Four years since making this recommendation, I am now working with members of the North Kohala community in a project that is far beyond the conservator’s ordinary call of duty. I joined forces with a team of local citizens to develop community dialogue over whether the sculpture should be painted or not. We have used this question as a vehicle to engage local people in a process of re-thinking and re-claiming their past. Elementary school children are creating art projects related to the monument, high school students are holding a formal community debate, and kupuna are talking story in informal gatherings to invoke public memory of early celebrations of the monument. Keola John Lake has written a hula ki’i script about the monument in Kapaÿau that is being performed by local kumu hula Raylene Lancaster and her halau. Together we are testing the waters for a socially engaged conservation process. The aim of this article is to summarize my research on the sculpture and describe the conservation project that is currently unfolding.

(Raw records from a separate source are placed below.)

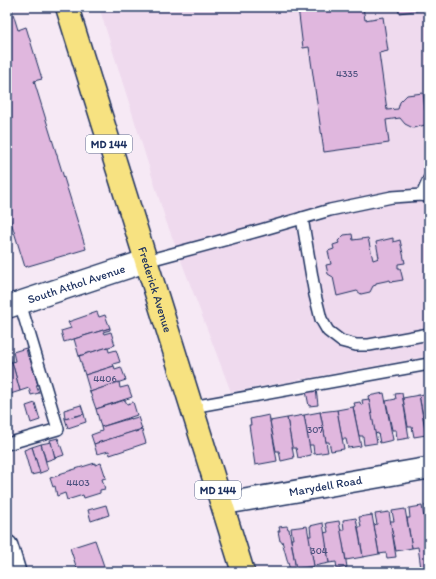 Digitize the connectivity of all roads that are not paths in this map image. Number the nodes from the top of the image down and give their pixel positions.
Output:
1 (67, 7) edge
2 (429, 178) edge
3 (425, 196) edge
4 (302, 218) junction
5 (146, 261) junction
6 (13, 305) edge
7 (429, 334) edge
8 (429, 364) edge
9 (192, 407) junction
10 (7, 444) edge
11 (429, 468) edge
12 (222, 504) junction
13 (7, 546) edge
14 (15, 572) edge
15 (243, 572) edge

1 - 5 main road, Frederick Avenue / MD 144
2 - 3 lane
3 - 4 lane
4 - 5 lane
4 - 7 lane
5 - 6 street, South Athol Avenue
5 - 9 main road, Frederick Avenue / MD 144
6 - 10 lane
8 - 9 lane
9 - 12 main road, Frederick Avenue / MD 144
11 - 12 street, Marydell Road
12 - 15 main road, Frederick Avenue / MD 144
13 - 14 street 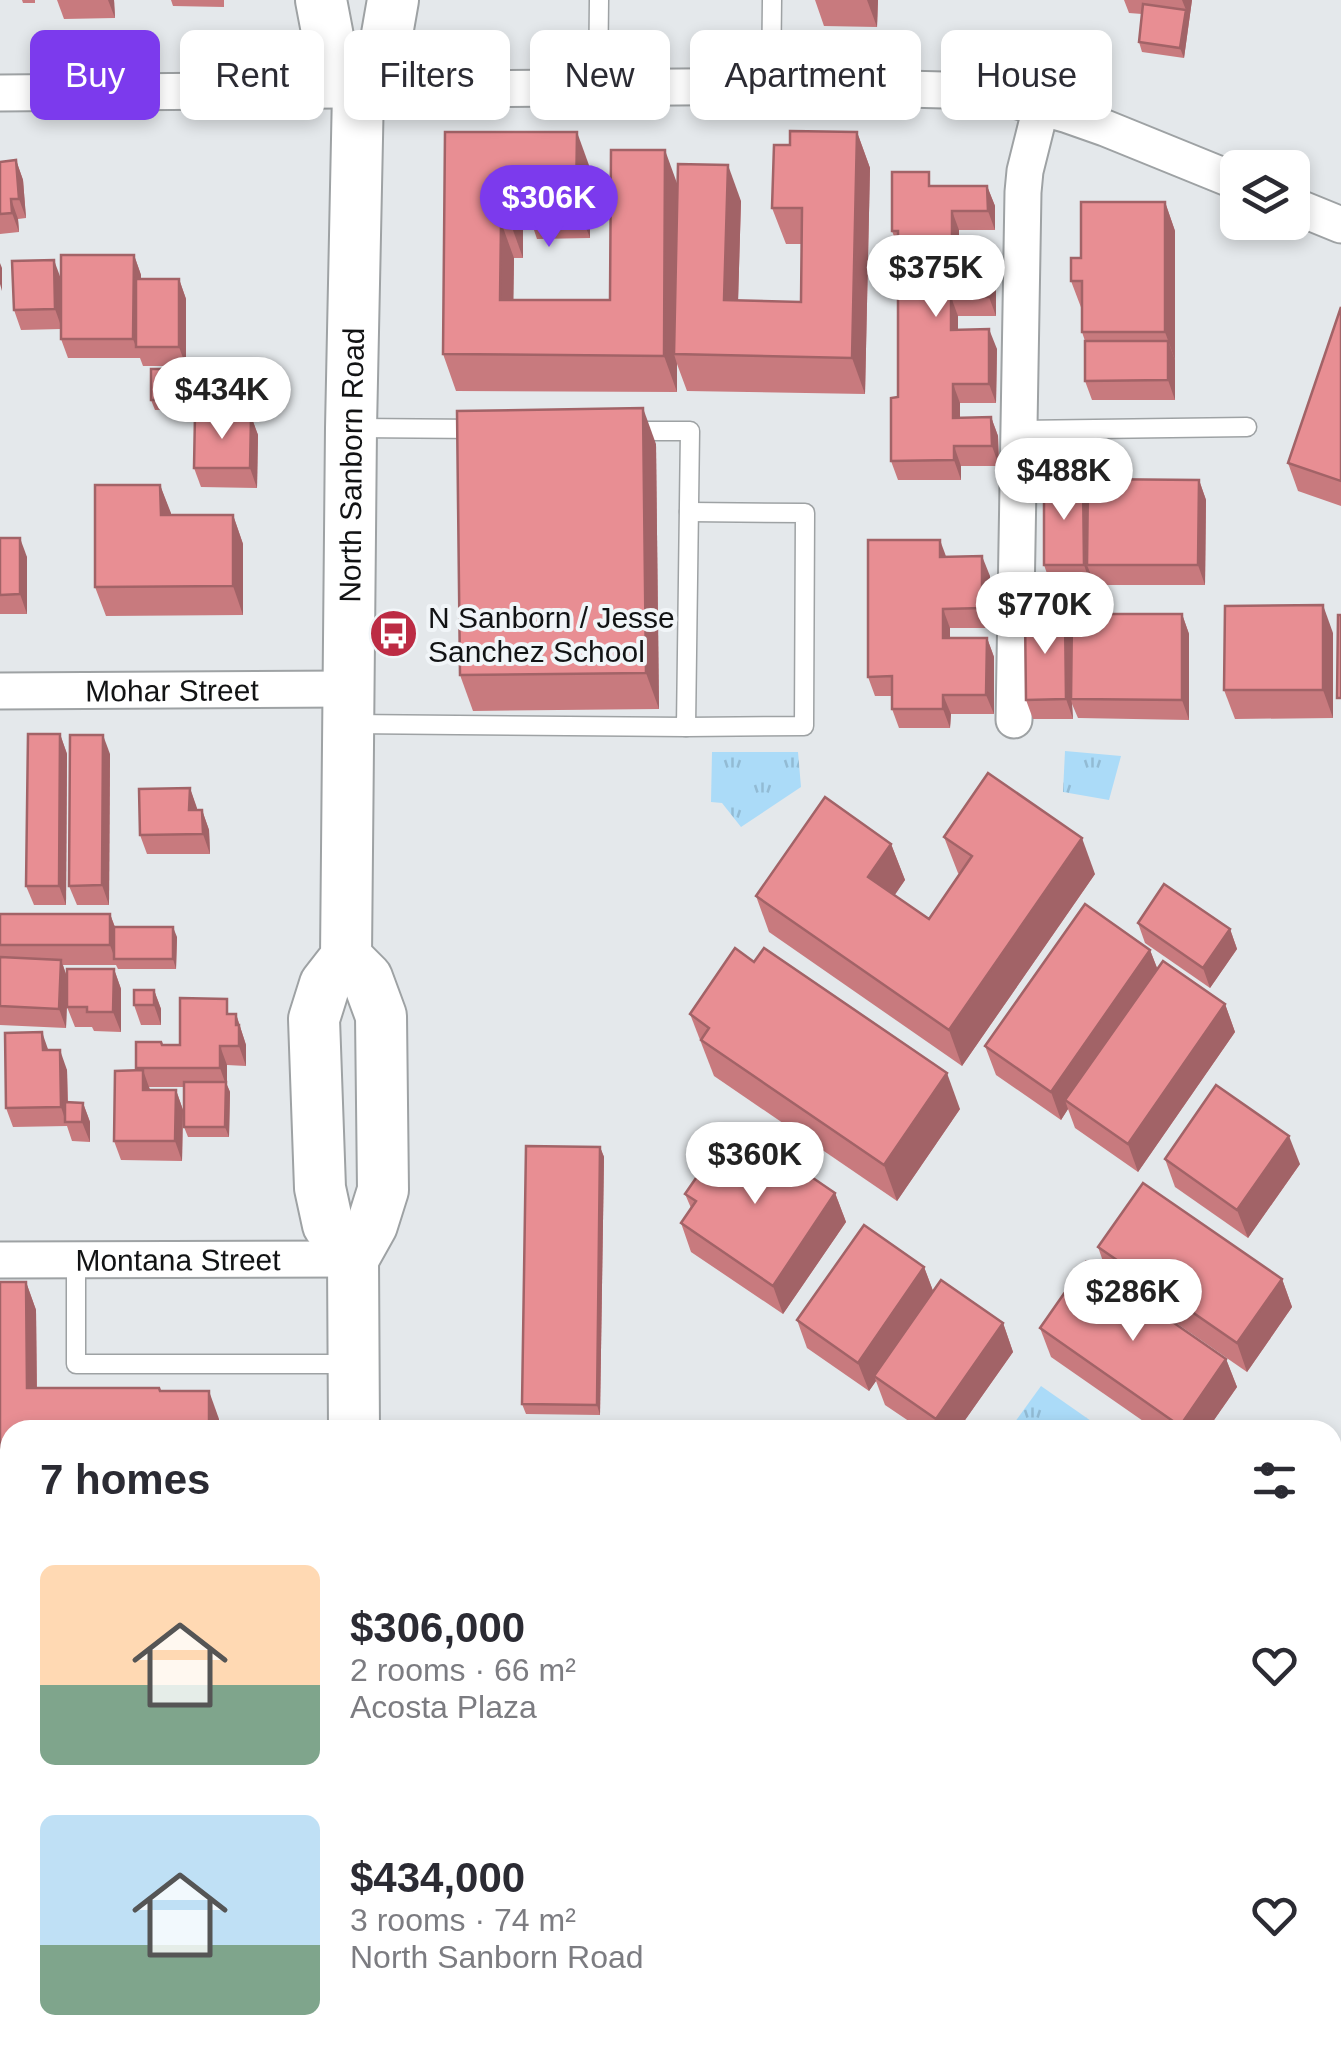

The project is being administered by the Hawai’i Alliance for Arts Education, in participation with Keahi Allen of the King Kamehameha Celebration Commission. The Alliance has been active in working with community members on related arts projects, to further engage their interests. We are working locally with the Kohala Hawaiian Civic Club and the Kohala Kamehameha Celebration Committee. These two organizations are in communication with the Kohala Senior Citizens Club, the Ka’umanu Society, and the Royal Order of Kamehameha. Funding has been procured from a combination of sources, including: the Hawai’i Community Foundation, the Atherton Foundation, the Getty Trust, the Save Outdoor Sculpture Project! (Heritage Preservation & Smithsonian Institution), the National Center for Preservation Technology & Training, and Americans for the Arts Animating Democracy Lab funded by the Ford Foundation. A documentary film is being made of the project by Ki’i Productions, in conjunction with Hawai’i Public Television.